*** Opening of Given information ***

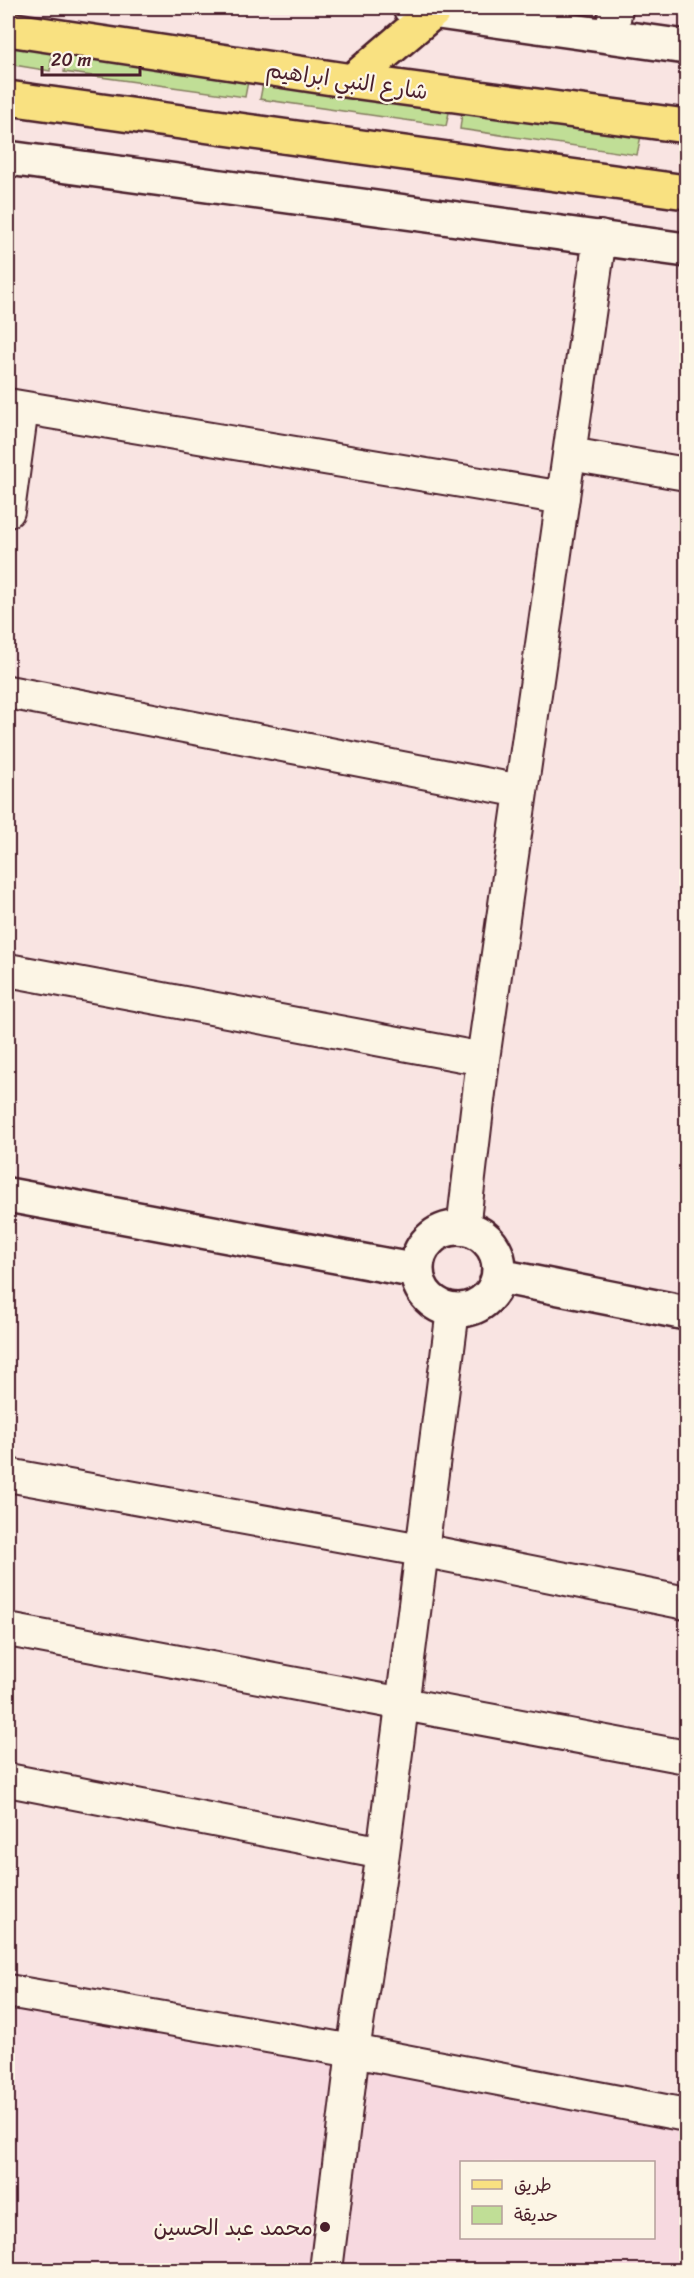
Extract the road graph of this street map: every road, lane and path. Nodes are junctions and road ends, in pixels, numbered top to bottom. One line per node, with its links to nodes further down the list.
1 (422, 9): 3 (street); 7 (main road)
2 (8, 17): 6 (main road)
3 (613, 22): 5 (street)
4 (8, 29): 6 (main road, شارع النبي ابراهيم)
5 (687, 47)
6 (151, 51): 7 (main road, شارع النبي ابراهيم)
7 (352, 81): 11 (main road, شارع النبي ابراهيم)
8 (8, 98): 10 (main road)
9 (8, 109): 10 (main road)
10 (144, 118): 13 (main road)
11 (687, 126)
12 (8, 158): 14 (street)
13 (687, 192)
14 (600, 237): 15 (street); 17 (street)
15 (687, 250)
16 (15, 406): 19 (street); 20 (street)
17 (570, 454): 18 (street); 19 (street)
18 (687, 474)
19 (563, 498): 22 (street)
20 (8, 511)
21 (8, 692): 22 (street)
22 (521, 791): 24 (street)
23 (8, 970): 24 (street)
24 (483, 1059): 26 (street)
25 (8, 1195): 27 (street)
26 (463, 1229): 27 (street); 28 (street)
27 (417, 1271): 29 (street)
28 (499, 1276): 29 (street); 30 (street)
29 (453, 1310): 32 (street)
30 (687, 1313)
31 (8, 1475): 32 (street)
32 (421, 1550): 33 (street); 35 (street)
33 (687, 1603)
34 (8, 1630): 35 (street)
35 (403, 1704): 36 (street); 38 (street)
36 (687, 1757)
37 (8, 1780): 38 (street)
38 (383, 1852): 40 (street)
39 (8, 1990): 40 (street)
40 (353, 2051): 41 (street); 42 (street)
41 (687, 2115)
42 (326, 2271)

*** Close of Given information ***

Output all of the entries once more, word for word, with the images removed.

Extract the road graph of this street map: every road, lane and path. Nodes are junctions and road ends, in pixels, numbered top to bottom. One line per node, with its links to nodes further down the list.
1 (422, 9): 3 (street); 7 (main road)
2 (8, 17): 6 (main road)
3 (613, 22): 5 (street)
4 (8, 29): 6 (main road, شارع النبي ابراهيم)
5 (687, 47)
6 (151, 51): 7 (main road, شارع النبي ابراهيم)
7 (352, 81): 11 (main road, شارع النبي ابراهيم)
8 (8, 98): 10 (main road)
9 (8, 109): 10 (main road)
10 (144, 118): 13 (main road)
11 (687, 126)
12 (8, 158): 14 (street)
13 (687, 192)
14 (600, 237): 15 (street); 17 (street)
15 (687, 250)
16 (15, 406): 19 (street); 20 (street)
17 (570, 454): 18 (street); 19 (street)
18 (687, 474)
19 (563, 498): 22 (street)
20 (8, 511)
21 (8, 692): 22 (street)
22 (521, 791): 24 (street)
23 (8, 970): 24 (street)
24 (483, 1059): 26 (street)
25 (8, 1195): 27 (street)
26 (463, 1229): 27 (street); 28 (street)
27 (417, 1271): 29 (street)
28 (499, 1276): 29 (street); 30 (street)
29 (453, 1310): 32 (street)
30 (687, 1313)
31 (8, 1475): 32 (street)
32 (421, 1550): 33 (street); 35 (street)
33 (687, 1603)
34 (8, 1630): 35 (street)
35 (403, 1704): 36 (street); 38 (street)
36 (687, 1757)
37 (8, 1780): 38 (street)
38 (383, 1852): 40 (street)
39 (8, 1990): 40 (street)
40 (353, 2051): 41 (street); 42 (street)
41 (687, 2115)
42 (326, 2271)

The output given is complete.